> Exercise instructions: Select all lines holding the word "bends" from the entries that follow.

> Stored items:
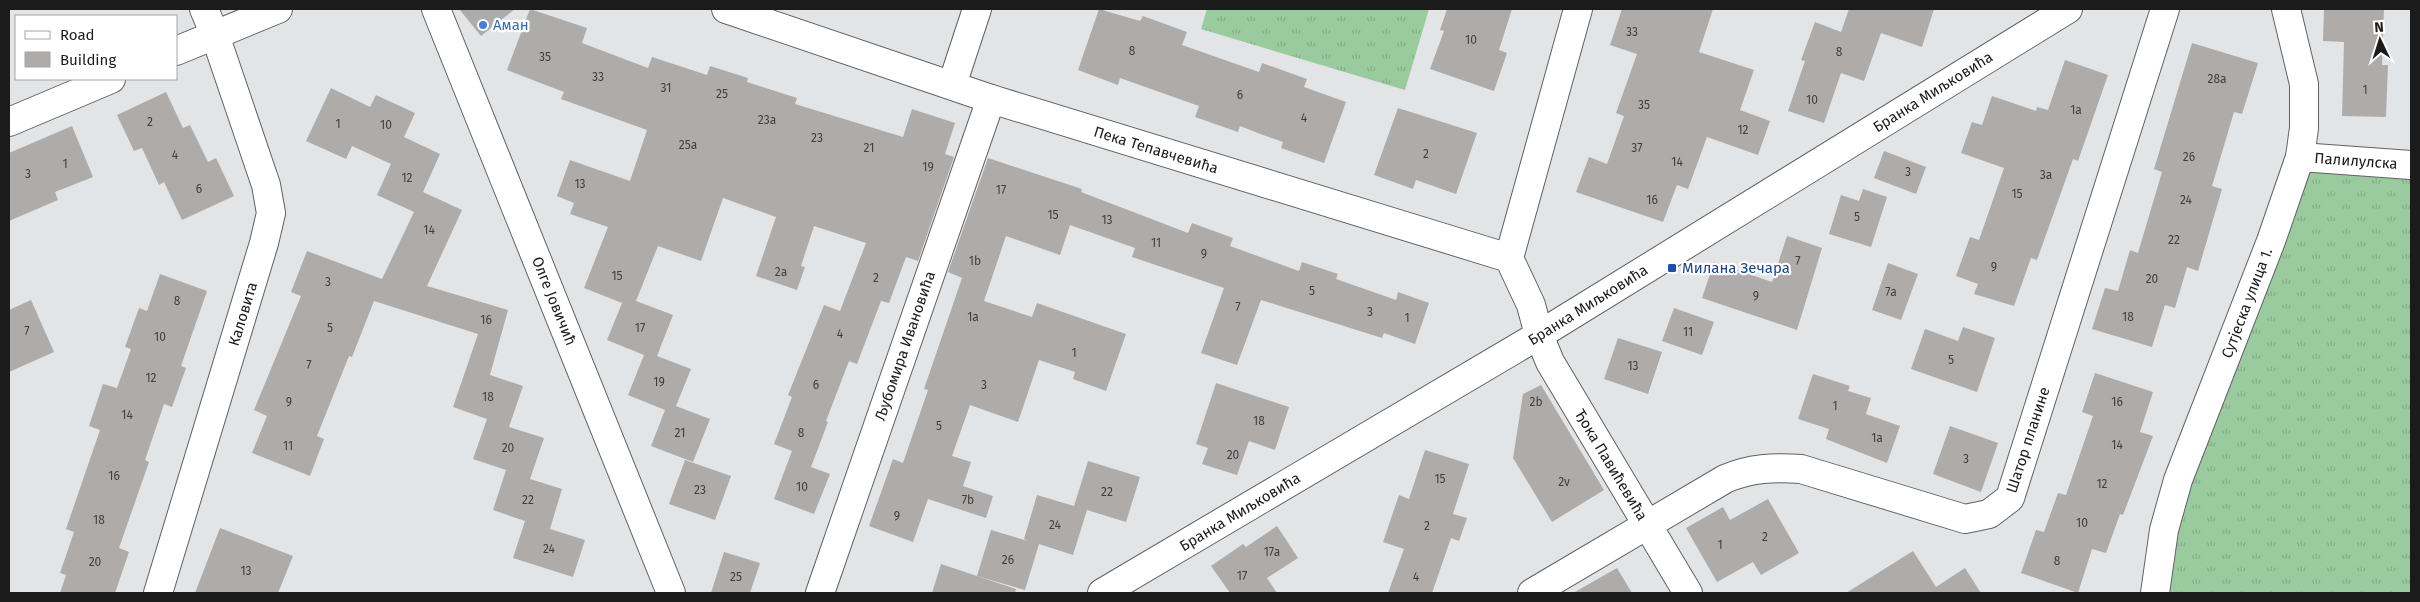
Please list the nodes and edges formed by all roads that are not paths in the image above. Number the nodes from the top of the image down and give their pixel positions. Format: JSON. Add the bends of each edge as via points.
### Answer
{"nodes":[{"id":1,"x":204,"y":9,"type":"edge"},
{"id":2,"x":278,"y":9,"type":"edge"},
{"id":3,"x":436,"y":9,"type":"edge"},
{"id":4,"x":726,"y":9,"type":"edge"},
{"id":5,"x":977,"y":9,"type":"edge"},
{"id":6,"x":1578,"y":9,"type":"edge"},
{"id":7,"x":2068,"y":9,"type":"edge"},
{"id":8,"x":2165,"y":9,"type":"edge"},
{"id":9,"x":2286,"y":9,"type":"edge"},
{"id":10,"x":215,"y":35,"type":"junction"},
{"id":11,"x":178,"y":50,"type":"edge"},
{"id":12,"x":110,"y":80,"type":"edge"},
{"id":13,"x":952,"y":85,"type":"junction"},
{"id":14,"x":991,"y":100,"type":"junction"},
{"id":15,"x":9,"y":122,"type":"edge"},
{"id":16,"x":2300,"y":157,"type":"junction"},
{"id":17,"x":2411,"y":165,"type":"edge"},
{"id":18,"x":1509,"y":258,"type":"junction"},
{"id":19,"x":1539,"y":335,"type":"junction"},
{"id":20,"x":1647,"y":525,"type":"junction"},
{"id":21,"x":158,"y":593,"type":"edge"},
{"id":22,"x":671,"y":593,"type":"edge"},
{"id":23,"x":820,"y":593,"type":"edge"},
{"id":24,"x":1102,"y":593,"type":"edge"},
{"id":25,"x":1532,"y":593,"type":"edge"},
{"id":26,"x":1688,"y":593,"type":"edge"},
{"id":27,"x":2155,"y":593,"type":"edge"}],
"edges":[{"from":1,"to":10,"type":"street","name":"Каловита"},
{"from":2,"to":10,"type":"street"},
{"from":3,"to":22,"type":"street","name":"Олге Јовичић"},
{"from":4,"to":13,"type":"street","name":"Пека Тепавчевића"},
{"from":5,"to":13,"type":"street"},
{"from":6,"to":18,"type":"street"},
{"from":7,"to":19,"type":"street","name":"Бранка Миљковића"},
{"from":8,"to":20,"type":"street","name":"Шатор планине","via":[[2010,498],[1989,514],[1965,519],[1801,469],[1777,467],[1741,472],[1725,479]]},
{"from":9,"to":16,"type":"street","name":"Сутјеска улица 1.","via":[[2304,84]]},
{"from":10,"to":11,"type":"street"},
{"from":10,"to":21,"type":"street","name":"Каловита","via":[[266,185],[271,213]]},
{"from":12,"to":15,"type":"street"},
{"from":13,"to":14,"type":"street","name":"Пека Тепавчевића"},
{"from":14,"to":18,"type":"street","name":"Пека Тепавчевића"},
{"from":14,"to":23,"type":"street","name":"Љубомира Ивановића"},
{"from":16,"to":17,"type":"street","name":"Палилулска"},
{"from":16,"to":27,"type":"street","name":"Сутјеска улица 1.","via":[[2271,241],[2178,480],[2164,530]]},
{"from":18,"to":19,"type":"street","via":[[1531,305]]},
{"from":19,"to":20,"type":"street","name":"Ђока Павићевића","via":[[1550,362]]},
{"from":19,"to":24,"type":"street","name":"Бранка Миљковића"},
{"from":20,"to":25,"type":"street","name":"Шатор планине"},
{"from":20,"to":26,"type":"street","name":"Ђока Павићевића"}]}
--
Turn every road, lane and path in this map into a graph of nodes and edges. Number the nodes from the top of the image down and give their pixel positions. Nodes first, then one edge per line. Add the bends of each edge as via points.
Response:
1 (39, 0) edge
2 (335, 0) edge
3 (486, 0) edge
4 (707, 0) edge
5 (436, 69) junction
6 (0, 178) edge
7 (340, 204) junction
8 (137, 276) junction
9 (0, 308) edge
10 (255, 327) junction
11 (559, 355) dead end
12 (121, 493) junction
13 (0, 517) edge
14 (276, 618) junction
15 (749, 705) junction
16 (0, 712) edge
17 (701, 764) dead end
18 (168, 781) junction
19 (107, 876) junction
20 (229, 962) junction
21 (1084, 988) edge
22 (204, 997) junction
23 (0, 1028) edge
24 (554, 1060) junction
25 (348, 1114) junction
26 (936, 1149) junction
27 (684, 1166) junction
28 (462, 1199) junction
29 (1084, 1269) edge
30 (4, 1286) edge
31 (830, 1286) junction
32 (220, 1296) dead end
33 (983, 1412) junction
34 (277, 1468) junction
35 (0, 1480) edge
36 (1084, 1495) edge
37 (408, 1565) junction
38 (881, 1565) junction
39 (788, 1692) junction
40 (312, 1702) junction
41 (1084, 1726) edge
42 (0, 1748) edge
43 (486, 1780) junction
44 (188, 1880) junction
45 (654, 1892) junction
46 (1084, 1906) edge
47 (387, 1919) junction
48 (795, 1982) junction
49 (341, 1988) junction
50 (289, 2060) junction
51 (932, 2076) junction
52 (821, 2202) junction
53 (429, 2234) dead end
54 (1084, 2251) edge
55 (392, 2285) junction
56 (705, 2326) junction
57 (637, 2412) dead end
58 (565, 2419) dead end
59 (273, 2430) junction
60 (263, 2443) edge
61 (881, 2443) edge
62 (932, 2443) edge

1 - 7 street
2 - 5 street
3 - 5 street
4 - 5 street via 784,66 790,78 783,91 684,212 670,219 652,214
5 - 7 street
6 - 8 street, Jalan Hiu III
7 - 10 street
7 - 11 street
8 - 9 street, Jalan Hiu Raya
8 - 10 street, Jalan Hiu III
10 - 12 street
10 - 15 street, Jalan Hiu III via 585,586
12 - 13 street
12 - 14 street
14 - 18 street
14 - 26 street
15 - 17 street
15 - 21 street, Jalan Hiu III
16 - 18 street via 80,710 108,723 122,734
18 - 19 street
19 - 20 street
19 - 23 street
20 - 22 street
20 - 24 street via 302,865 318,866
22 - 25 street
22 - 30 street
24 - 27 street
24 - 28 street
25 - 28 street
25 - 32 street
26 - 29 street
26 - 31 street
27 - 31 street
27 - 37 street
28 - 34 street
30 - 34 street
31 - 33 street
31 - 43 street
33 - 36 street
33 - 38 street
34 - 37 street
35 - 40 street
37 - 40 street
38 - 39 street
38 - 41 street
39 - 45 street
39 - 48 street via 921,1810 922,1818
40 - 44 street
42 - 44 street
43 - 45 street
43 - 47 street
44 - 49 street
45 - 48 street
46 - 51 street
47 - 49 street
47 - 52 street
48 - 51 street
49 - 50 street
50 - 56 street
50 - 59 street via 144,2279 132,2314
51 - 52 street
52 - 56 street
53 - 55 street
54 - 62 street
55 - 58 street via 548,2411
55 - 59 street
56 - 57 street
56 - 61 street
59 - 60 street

> Solution to the exercise:
Please list the nodes and edges formed by all roads that are not paths in the image above. Number the nodes from the top of the image down and give their pixel positions. Format: JSON. Add the bends of each edge as via points.
Turn every road, lane and path in this map into a graph of nodes and edges. Number the nodes from the top of the image down and give their pixel positions. Nodes first, then one edge per line. Add the bends of each edge as via points.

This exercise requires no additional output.